Bisher galt der Grundsatz: Arbeitnehmer sympathisieren mit Streikenden aller Branchen, weil deren Anliegen – höherer Lohn, bessere Arbeitsbedingungen – die Anliegen auch der Streikopfer sind. Nun kippt die Stimmung. Im Westen Deutschlands halten laut einer Emnid-Umfrage bereits 53 Prozent der Befragten die kleinen Gewerkschaften für zu mächtig. Die Spartengewerkschaften werden zunehmend als missratene Kinder der Ellenbogen-Gesellschaft angesehen. Sie streiten für sich und nur für sich, sind Egoisten im Blaumann. Das moralische Sofortvertrauen, das eine politisch sensibilisierte Öffentlichkeit bisher den streikenden Beschäftigten einräumte, wird von GDL und Cockpit abgeräumt. Weselsky und Kollegen verspielen mehr als nur den eigenen Ruf. Sie könnten als Totengräber der Tarifautonomie und der Mitbestimmung in die Geschichte eingehen.

Wenn in Deutschland regelmäßig Flughäfen verwaisen und Termine kollabieren, weil die Piloten der Lufthansa eine kommodere Altersabsicherung wollen, wenn der Bahnhof zum Biwak mutiert, damit eine Kleingewerkschaft einer anderen Kleingewerkschaft und dem Management die Muskeln zeigen kann, dann triumphiert ein brutaler Gruppenegoismus über Solidarität und Gerechtigkeit.

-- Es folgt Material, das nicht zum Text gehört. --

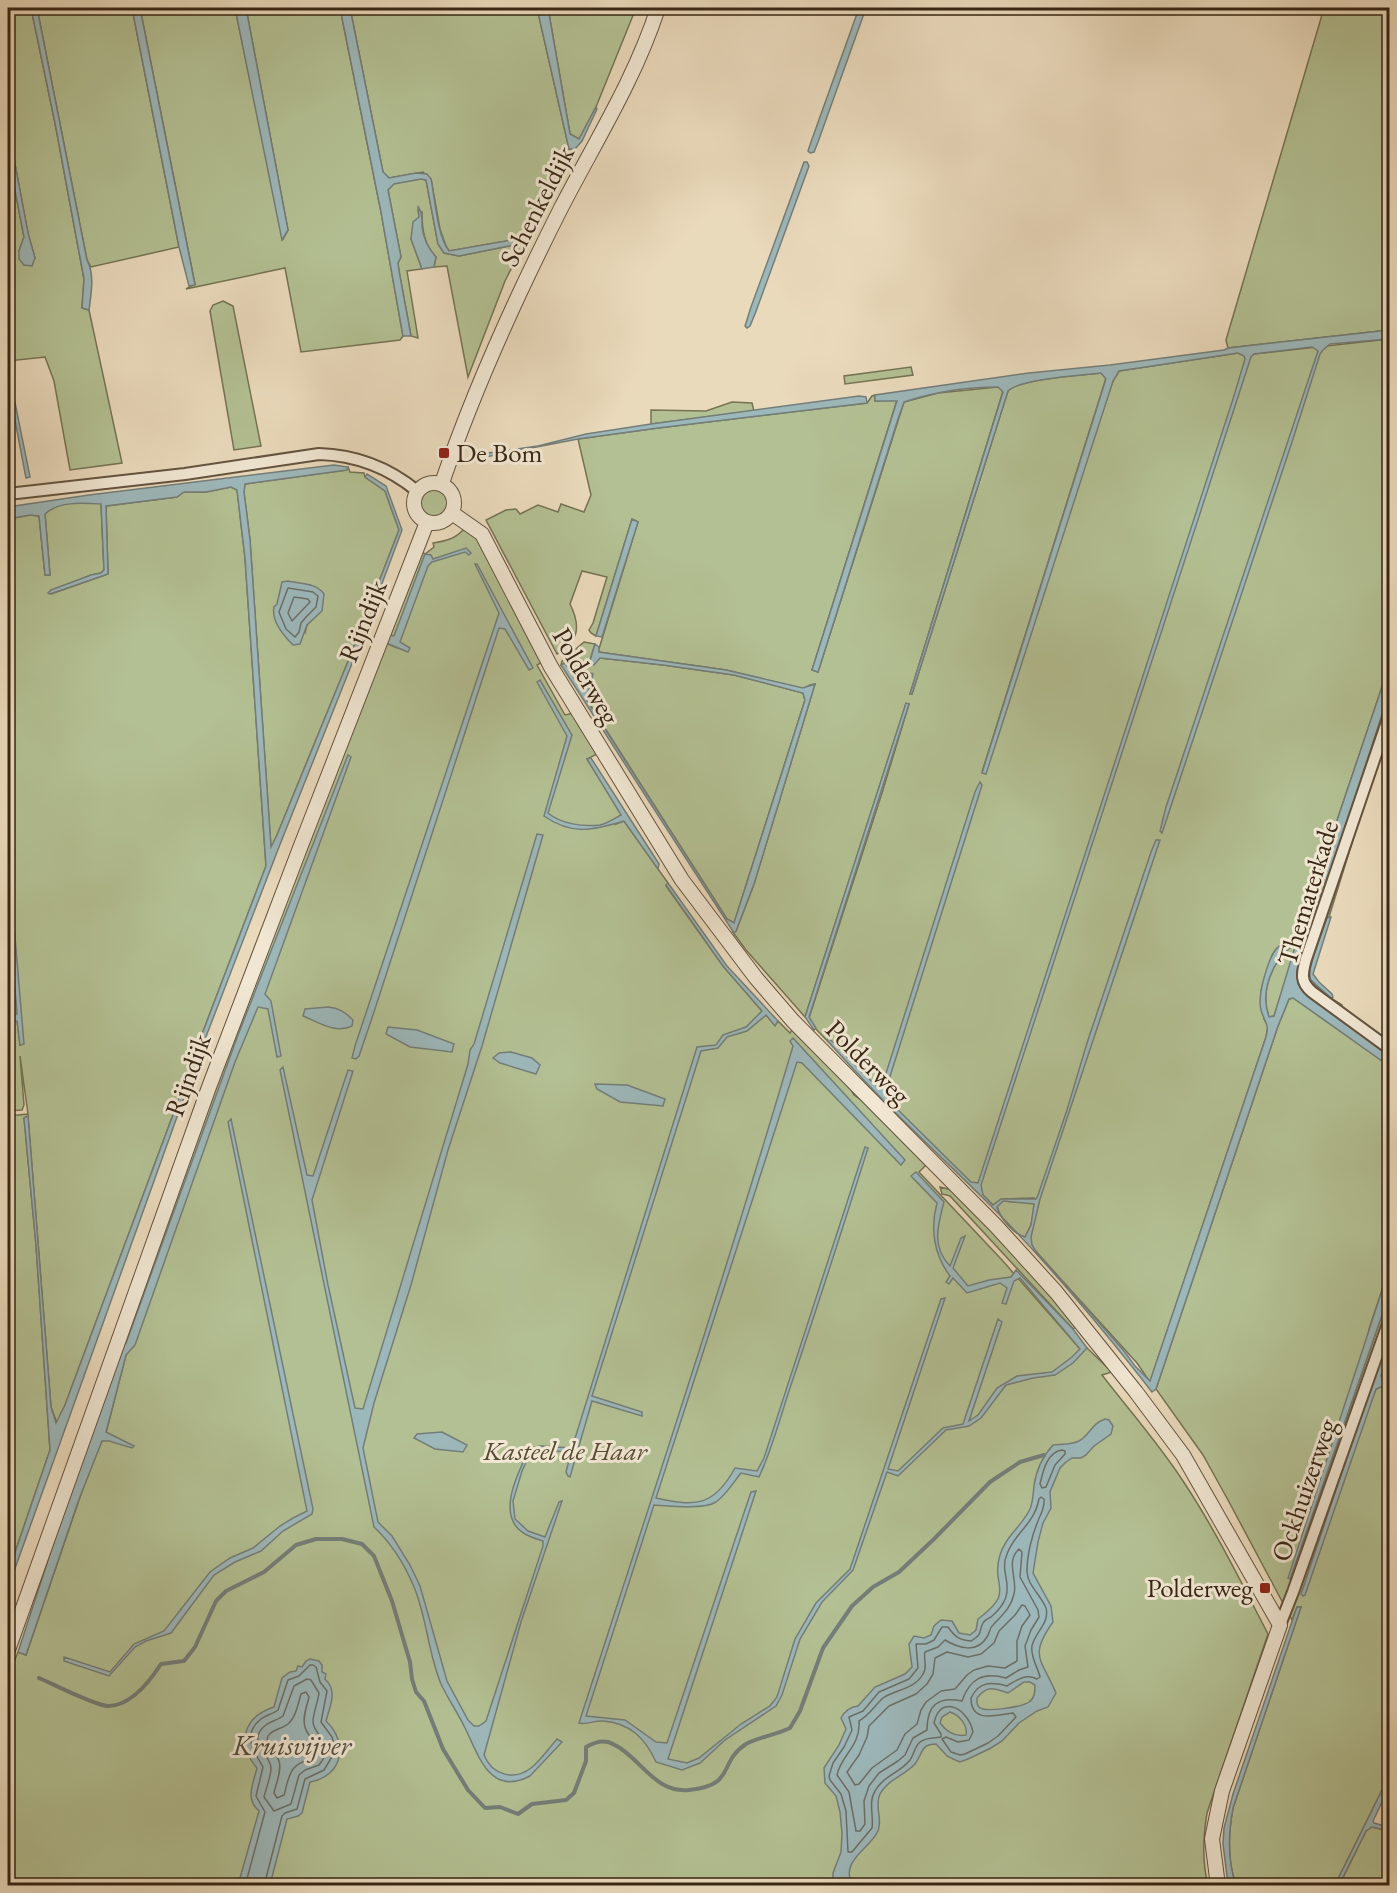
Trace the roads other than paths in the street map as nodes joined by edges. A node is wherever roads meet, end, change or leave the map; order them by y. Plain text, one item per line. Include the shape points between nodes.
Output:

Sollte sich der Eindruck verfestigen, dass Gewerkschaften nicht prinzipiell Anwälte, sondern im Zweifel Gegner des Gemeinwohls sind, wird die Zeit über sie hinweggehen. Dann werden wir bald im Museum und nicht in lahmgelegten Flughäfen und Bahnhöfen auf „Arbeiterführer“ treffen, deren starker Arm sie selbst fällte.